Sliding Window Decoding with a Tile Cache#
This notebook demonstrates how to efficiently process a large tiled image using a sliding window that caches already-decoded tiles.
It builds on the concepts introduced in code_stream.ipynb: ROI decoding and tile-aligned batch decoding. Here we go one step further and show how to avoid redundant decoding when the window moves across the image.
[1]:
import os
import numpy as np
from matplotlib import pyplot as plt
resources_dir = os.getenv("PYNVIMGCODEC_EXAMPLES_RESOURCES_DIR", "../assets/images/")

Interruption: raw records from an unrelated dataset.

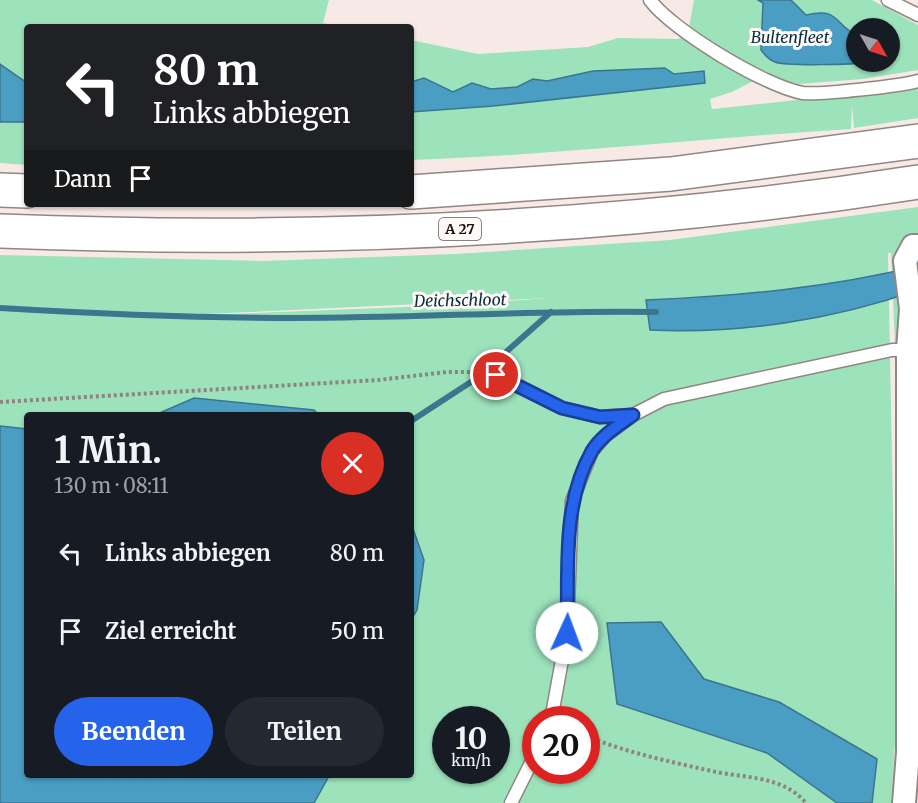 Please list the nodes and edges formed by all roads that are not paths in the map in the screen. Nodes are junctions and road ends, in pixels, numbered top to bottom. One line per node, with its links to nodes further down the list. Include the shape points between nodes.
1 (650, 0): 4 (lane, via 688,33 776,85 805,93)
2 (888, 0): 3 (lane)
3 (918, 15)
4 (918, 81)
5 (918, 141): 9 (highway, via 671,174)
6 (918, 182): 10 (highway, A 27, via 731,207 427,231 223,236)
7 (0, 190): 8 (highway)
8 (24, 191)
9 (414, 192)
10 (0, 231)
11 (912, 253): 12 (street)
12 (908, 350): 14 (lane, via 892,350 664,399); 18 (street, via 908,752)
13 (496, 375): 14 (lane, via 562,408 600,417)
14 (633, 415): 15 (lane, via 592,451 572,501 567,633)
15 (554, 706)
16 (522, 781): 17 (lane)
17 (511, 803)
18 (904, 803) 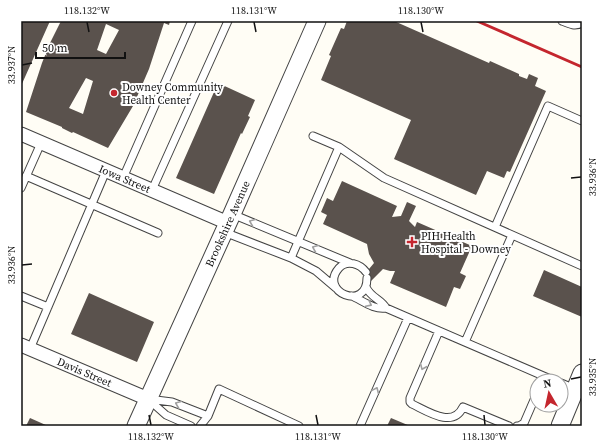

from nvidia import nvimgcodec
decoder = nvimgcodec.Decoder()
def display(images, titles=None, figsize=(10, 4)):
num_images = len(images)
fig, axes = plt.subplots(1, num_images, figsize=figsize)
if num_images == 1:
axes = [axes]
for i, ax in enumerate(axes):
ax.imshow(images[i])
if titles is not None and i < len(titles):
ax.set_title(titles[i])
ax.axis('off')
plt.tight_layout()
plt.show()
[2]:
img_full_path = os.path.abspath(os.path.join(resources_dir, "tiled-cat-1046544_640.jp2"))
cs = nvimgcodec.CodeStream(img_full_path)
print('Image size:', cs.height, 'x', cs.width)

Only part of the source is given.